> **Collected data entries**:
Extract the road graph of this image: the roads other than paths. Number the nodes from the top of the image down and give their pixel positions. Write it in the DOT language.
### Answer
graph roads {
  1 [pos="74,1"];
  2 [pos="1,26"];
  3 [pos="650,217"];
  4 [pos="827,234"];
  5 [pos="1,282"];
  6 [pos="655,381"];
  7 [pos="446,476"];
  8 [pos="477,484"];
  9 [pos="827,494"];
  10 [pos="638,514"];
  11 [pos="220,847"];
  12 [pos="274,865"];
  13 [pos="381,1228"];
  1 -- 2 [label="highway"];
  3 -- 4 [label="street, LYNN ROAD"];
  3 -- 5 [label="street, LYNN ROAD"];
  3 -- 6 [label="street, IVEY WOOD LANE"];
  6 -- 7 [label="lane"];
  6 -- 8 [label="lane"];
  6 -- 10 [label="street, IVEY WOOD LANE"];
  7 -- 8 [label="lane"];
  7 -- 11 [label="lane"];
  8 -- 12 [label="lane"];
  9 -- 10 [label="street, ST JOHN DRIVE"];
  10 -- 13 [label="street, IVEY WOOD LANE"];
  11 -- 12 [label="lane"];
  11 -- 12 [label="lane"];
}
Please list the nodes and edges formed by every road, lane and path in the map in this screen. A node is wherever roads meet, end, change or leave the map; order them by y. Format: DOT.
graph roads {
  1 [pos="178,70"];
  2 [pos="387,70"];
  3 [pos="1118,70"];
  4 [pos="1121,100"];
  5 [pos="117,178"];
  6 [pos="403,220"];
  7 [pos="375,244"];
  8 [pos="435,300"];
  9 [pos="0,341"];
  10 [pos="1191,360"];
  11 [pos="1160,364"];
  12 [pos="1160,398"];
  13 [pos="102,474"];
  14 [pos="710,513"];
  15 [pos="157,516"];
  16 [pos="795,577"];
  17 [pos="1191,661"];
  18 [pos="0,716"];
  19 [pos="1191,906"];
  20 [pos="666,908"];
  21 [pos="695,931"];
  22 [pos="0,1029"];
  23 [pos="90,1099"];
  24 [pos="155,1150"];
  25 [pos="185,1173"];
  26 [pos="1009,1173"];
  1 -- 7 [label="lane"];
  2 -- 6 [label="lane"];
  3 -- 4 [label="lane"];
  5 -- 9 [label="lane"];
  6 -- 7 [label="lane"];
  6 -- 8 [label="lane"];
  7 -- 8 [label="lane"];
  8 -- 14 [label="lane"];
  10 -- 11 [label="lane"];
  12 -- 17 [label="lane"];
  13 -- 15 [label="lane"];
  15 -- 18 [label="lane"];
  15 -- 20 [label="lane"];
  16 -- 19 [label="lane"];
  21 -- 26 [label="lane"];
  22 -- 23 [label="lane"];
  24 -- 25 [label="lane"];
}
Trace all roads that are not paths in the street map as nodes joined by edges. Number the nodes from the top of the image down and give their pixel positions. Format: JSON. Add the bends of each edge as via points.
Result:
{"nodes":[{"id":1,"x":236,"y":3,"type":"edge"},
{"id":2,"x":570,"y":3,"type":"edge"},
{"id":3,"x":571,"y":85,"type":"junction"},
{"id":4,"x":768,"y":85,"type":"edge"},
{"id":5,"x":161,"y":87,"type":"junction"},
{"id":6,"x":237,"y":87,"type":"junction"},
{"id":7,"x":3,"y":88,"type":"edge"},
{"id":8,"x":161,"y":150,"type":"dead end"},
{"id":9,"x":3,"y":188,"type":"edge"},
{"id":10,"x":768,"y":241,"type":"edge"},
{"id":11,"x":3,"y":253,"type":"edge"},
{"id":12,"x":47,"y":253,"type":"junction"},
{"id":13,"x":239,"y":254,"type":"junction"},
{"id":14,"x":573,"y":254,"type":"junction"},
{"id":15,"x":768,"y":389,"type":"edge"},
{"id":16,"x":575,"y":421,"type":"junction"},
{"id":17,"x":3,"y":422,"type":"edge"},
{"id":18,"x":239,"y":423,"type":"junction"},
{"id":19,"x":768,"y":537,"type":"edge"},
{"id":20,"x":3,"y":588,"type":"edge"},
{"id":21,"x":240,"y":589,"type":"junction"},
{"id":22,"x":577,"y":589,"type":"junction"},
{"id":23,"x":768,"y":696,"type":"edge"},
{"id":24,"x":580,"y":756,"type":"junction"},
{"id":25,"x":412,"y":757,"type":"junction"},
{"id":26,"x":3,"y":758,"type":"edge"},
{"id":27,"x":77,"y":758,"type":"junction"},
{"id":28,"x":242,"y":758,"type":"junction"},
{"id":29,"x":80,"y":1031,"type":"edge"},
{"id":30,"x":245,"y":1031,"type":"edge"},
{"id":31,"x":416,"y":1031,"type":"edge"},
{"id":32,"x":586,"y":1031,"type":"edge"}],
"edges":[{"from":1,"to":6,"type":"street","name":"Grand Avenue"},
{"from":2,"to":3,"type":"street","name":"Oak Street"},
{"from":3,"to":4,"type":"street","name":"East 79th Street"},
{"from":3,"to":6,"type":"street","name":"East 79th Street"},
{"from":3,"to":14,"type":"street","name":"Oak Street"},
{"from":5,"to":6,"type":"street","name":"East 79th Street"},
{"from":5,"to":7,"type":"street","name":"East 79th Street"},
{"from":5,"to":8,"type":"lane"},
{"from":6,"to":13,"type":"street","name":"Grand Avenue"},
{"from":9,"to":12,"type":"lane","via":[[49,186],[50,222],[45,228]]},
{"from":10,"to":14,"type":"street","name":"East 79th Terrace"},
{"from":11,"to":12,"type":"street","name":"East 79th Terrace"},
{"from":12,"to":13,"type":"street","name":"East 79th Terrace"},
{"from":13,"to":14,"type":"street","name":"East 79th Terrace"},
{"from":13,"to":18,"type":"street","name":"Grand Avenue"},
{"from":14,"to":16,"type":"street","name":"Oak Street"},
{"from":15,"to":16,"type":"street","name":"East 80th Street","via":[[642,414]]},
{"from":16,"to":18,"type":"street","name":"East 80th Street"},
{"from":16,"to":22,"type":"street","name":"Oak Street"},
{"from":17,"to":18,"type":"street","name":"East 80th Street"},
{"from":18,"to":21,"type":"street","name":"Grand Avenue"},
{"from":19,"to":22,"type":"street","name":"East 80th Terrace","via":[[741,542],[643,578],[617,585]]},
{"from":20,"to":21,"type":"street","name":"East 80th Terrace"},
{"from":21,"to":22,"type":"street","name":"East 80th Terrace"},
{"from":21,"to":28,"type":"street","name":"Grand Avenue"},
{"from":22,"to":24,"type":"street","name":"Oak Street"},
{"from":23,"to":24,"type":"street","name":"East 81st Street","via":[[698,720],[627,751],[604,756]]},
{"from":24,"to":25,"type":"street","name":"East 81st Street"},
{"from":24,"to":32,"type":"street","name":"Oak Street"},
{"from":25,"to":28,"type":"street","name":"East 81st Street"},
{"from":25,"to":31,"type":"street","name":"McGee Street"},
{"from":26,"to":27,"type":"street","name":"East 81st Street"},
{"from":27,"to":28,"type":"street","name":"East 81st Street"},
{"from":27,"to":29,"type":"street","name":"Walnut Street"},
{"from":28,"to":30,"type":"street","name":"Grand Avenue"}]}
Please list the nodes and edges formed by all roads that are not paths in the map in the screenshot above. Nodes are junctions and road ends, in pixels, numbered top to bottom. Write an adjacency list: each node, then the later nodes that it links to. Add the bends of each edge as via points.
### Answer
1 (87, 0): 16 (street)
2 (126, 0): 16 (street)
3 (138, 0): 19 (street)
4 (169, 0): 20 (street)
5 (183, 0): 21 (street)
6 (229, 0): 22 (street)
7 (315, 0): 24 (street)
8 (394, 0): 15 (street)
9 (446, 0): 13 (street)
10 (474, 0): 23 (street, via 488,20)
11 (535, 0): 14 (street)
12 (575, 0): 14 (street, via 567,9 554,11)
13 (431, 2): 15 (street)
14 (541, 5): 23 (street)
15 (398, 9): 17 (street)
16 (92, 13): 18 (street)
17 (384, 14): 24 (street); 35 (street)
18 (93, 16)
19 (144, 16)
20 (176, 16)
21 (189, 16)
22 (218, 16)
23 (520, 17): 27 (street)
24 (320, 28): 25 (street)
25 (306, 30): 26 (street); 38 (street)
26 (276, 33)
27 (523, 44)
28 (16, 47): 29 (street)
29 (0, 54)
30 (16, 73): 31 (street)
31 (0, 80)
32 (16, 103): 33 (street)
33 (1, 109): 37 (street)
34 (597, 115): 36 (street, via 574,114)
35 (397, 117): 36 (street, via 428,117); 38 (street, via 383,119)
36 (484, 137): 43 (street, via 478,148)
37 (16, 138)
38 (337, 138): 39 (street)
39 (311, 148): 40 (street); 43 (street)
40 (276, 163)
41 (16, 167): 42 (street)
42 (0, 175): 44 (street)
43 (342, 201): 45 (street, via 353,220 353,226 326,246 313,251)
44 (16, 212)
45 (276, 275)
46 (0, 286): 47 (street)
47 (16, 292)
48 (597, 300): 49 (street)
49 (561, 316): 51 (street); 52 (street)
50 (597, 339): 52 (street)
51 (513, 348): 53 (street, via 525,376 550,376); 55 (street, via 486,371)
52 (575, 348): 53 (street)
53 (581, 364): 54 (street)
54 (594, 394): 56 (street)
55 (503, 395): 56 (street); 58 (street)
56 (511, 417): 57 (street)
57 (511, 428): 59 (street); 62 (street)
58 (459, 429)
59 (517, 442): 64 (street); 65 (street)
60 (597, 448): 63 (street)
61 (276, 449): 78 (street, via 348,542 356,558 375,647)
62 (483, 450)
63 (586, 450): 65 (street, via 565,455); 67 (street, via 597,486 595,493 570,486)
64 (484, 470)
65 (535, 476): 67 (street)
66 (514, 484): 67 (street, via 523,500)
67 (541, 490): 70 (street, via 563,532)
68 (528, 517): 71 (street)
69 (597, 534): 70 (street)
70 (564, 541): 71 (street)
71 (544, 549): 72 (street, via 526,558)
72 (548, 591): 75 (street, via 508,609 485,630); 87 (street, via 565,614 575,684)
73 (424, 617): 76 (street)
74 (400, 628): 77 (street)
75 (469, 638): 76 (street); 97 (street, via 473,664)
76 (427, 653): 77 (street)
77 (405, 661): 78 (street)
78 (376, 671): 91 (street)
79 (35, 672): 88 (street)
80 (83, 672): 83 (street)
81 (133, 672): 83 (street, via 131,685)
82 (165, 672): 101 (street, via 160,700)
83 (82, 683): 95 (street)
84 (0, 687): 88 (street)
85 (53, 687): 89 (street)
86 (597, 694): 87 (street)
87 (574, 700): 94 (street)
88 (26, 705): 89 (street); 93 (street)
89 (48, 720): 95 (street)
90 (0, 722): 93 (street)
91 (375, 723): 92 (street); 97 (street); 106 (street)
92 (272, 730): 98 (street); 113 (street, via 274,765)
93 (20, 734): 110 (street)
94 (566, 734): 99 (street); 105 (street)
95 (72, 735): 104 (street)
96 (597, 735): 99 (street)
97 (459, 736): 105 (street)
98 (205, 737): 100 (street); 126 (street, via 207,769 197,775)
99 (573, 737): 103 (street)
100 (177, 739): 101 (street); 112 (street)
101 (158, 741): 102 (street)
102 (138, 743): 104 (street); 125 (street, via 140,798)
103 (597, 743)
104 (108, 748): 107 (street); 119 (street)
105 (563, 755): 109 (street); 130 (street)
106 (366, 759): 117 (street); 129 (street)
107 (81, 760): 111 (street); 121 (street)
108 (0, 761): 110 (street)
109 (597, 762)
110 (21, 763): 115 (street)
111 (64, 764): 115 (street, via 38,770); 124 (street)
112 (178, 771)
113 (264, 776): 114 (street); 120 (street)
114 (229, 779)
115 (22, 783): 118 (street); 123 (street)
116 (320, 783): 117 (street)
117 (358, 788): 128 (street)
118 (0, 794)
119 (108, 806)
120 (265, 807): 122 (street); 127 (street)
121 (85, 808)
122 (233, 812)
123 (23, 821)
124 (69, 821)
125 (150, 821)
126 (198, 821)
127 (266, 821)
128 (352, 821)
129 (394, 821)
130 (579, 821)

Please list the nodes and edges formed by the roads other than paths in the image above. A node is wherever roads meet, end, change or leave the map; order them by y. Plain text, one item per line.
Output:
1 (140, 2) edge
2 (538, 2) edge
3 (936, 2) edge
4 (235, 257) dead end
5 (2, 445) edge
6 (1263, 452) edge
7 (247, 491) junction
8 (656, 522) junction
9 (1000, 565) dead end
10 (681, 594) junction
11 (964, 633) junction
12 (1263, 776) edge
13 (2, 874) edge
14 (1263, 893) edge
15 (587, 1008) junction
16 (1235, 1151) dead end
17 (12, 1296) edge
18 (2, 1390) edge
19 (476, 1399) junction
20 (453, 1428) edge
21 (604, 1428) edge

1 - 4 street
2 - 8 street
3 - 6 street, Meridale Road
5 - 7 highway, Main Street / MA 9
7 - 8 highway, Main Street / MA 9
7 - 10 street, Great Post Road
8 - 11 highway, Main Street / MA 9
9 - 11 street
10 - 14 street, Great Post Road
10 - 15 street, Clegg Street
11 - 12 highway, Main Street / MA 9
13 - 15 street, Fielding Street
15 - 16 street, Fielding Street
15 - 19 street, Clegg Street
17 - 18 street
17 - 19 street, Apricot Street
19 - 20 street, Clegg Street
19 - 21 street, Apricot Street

> **What is being asked**:
Look over the entries for "other", then copy every line that includes that string.

> **Finished task**:
Extract the road graph of this image: the roads other than paths. Number the nodes from the top of the image down and give their pixel positions. Write it in the DOT language.
Please list the nodes and edges formed by the roads other than paths in the image above. A node is wherever roads meet, end, change or leave the map; order them by y. Plain text, one item per line.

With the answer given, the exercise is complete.